Why do you want to write about your family history?

I first heard about the subject of my book, my four x great grandmother Mary Pitt, from my aunt in Australia, who was the family genealogist. She’d spent years researching Mary’s background, mostly in England, from where she emigrated to New South Wales in 1801. I didn’t pay the story a great deal of attention to be honest, not until I did a bit of my own research into Australian colonial history and realised the significance of the date.

In 1801 the new colony of New South Wales, otherwise known as Botany Bay, was thirteen years old. It had been founded in 1788 as a penal colony, a place to send convicts who could no longer be transported to the now independent United States, and who were filling up the prisons and hulks to such an alarming extent that the government of the day had to find an instant solution to the problem of overcrowding. So the First Fleet set off in 1788 to a country that had only been visited, briefly, by Captain Cook eighteen years earlier and ever since pretty well ignored. On board the eleven ships were 775 convicts and 245 marines, some with their families, plus the ships’ crews and officials – a total, on arrival, of around 1,370. They set up camp on the east coast by a harbour at a place which they named Sydney, and then proceeded to nearly starve to death.

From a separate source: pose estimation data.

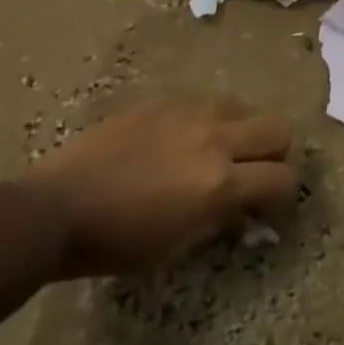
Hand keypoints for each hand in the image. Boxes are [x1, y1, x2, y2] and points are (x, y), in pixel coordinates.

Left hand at [22, 96, 297, 276]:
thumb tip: (245, 211)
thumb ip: (218, 221)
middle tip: (254, 172)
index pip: (282, 178)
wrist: (59, 205)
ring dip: (242, 130)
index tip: (269, 206)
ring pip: (244, 106)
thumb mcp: (174, 247)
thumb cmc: (115, 242)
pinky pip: (206, 102)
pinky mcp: (167, 97)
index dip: (284, 194)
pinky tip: (182, 141)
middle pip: (278, 127)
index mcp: (218, 183)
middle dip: (275, 151)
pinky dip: (209, 120)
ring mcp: (191, 110)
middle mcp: (215, 137)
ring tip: (216, 152)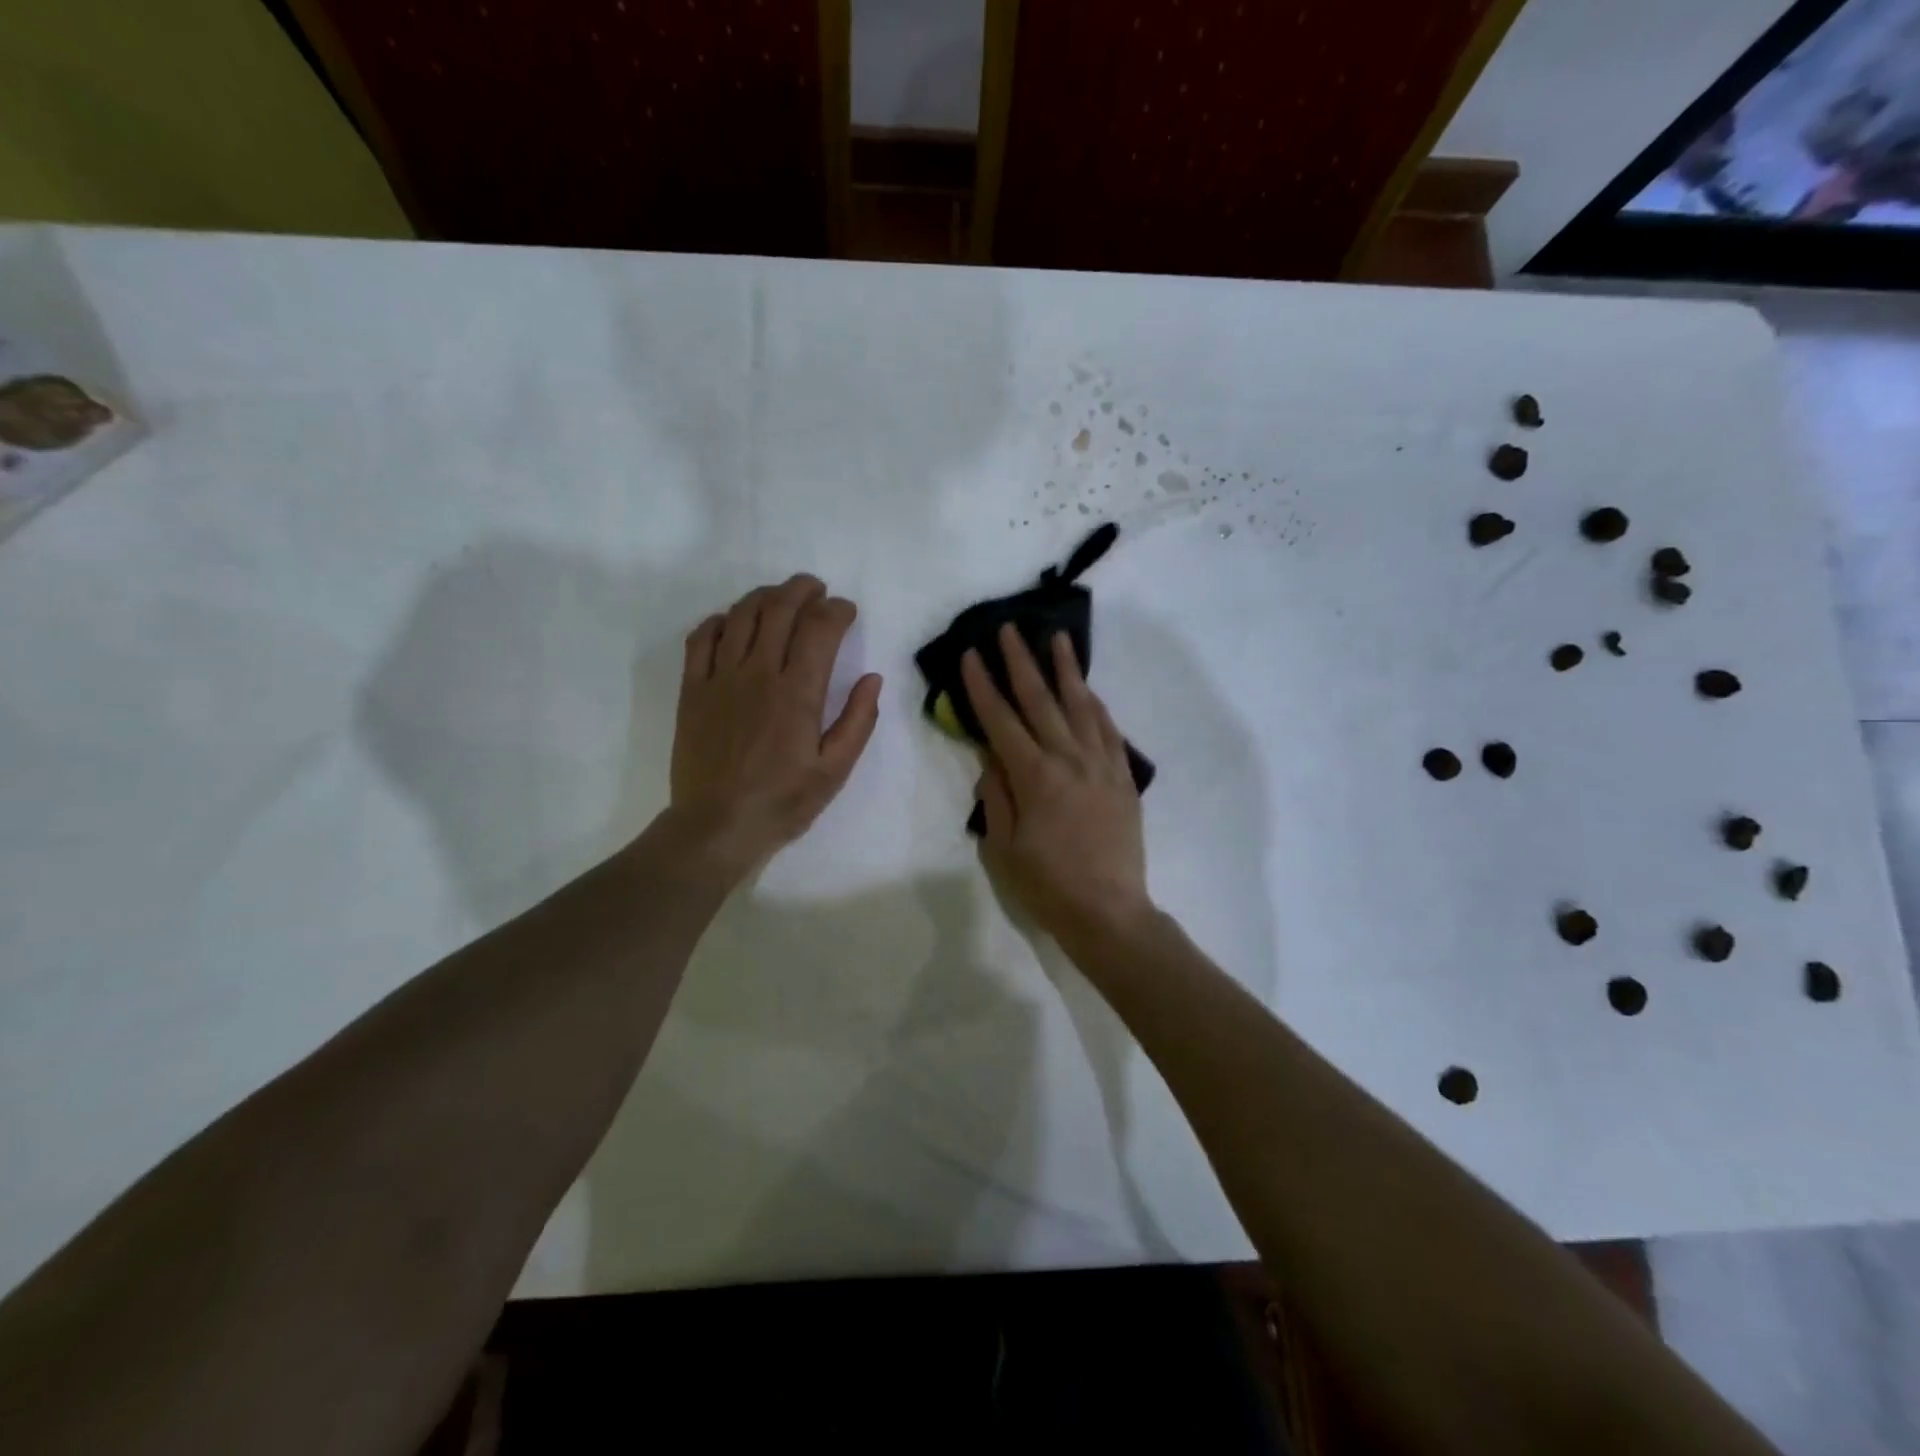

The First Fleet arriving in Sydney Harbour, by William Bradley 1788 (australianhistory.org)
The First Fleet arriving in Sydney Harbour, by William Bradley 1788 (australianhistory.org)

Thirteen years later the colony was still an experiment that looked as if it might fail. The Europeans, as the colonists were called, found the climate and the conditions so alien they struggled to grow enough to feed themselves, and provisions from England, for the first few years anyway, were very scarce. Not surprisingly very few people could be persuaded to migrate there voluntarily, especially since it involved a hazardous sea journey taking at least six months, with little prospect of being able to return home if they didn’t like it there.

One of the very few exceptions was my four x great grandmother. She was a widow, in her fifties, and she had five children with her – four girls and one boy – whose ages ranged from fourteen to twenty-seven. What on earth made her decide to leave her home in the village of Fiddleford in Dorset and travel across the globe to live in a penal colony?

That, dear readers, is what made me decide to write the family book.

Sydney c1800 by Conrad Martens (artrecord.com)
Sydney Harbour c1800 by Conrad Martens (artrecord.com)

If you have a Why or a How or a What in your family background that begs to be answered, that may well be the jumping-off point for your journey into print.